“It’s the very thing!” she cried, the words tumbling over each other. “Just what we want, and it’s in this morning’s paper, so I don’t suppose anyone has got it yet, and now she’ll really get fat, and you needn’t be scornful, Colin, so there!”

“I’m not,” said Colin. “But I’d love to know what it’s all about.”

“Why, this advertisement,” said Madge excitedly. “Listen, you two:

Lady requiring rest and change offered pleasant country home, few weeks, return light services. Teacher preferred. References exchanged.”

There followed an address in the south-west of Victoria.

“Oh, get out!” Colin said. “Doris doesn’t want to leave off work to carry bricks!”

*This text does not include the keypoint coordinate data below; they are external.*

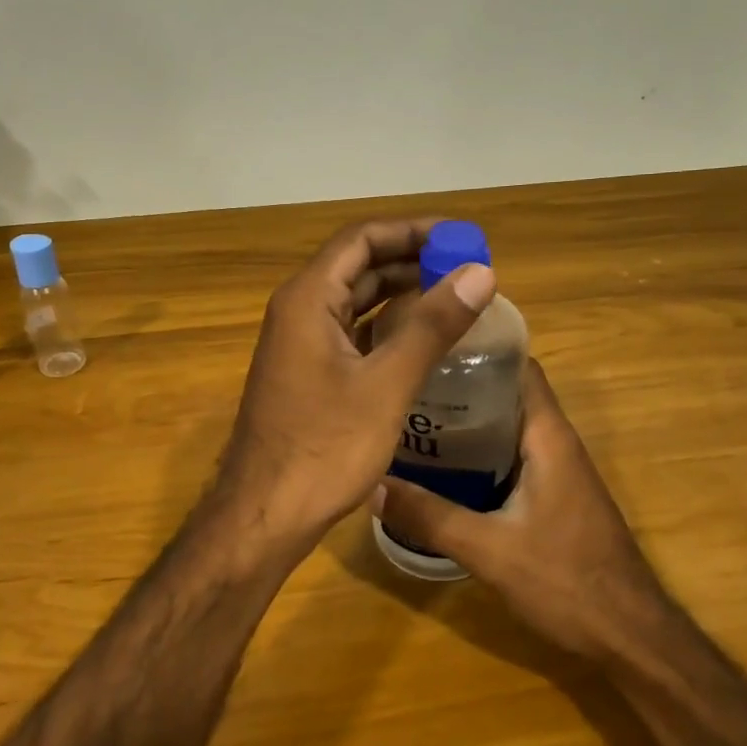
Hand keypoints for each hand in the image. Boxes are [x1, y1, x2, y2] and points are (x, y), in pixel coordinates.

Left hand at [210, 220, 496, 566]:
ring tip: (453, 296)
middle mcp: (298, 310)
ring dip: (401, 292)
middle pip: (359, 265)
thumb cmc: (325, 448)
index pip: (362, 238)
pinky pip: (351, 331)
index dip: (413, 230)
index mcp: (308, 298)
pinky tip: (420, 339)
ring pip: (355, 299)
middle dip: (412, 260)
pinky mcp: (307, 372)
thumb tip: (481, 273)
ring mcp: (299, 342)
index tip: (461, 238)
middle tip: (467, 268)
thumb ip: (433, 325)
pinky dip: (386, 326)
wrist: (265, 515)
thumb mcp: (387, 384)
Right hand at [376, 359, 673, 660]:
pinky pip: (510, 458)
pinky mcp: (553, 497)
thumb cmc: (568, 581)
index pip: (519, 367)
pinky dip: (478, 455)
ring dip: (466, 424)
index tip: (430, 345)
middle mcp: (555, 444)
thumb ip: (431, 517)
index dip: (479, 349)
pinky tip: (440, 471)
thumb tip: (370, 487)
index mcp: (548, 437)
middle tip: (405, 387)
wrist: (630, 636)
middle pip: (506, 394)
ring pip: (506, 429)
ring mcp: (557, 471)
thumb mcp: (490, 550)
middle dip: (459, 387)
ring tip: (411, 421)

“But it says ‘light services,’ don’t you see?” protested Madge. “There might not be much to do at all—not more than enough to keep her from ‘broodin’ on bein’ a dorg’! And she’d get rest and change. It says so. And ‘references exchanged’—it’s so beautifully circumspect.” Our youngest put on a quaint little air of being at least seventy-five. “Personally, I think it was made for Doris!”

“You always had a sanguine mind,” was Colin’s comment on this attitude. “What does the patient think about it?”

“I’m not a patient,” I contradicted. “But—I don’t know—it sounds as if it might be all right, Colin. The ‘pleasant country home’ sounds attractive. I wouldn’t mind any ordinary housework, if they were nice people.”

“But they might be beasts,” said my brother pithily. “I don’t feel like letting you risk it.” He paused, frowning. “Wish I knew which might be the greater risk. There’s no doubt that you ought to get away from here.”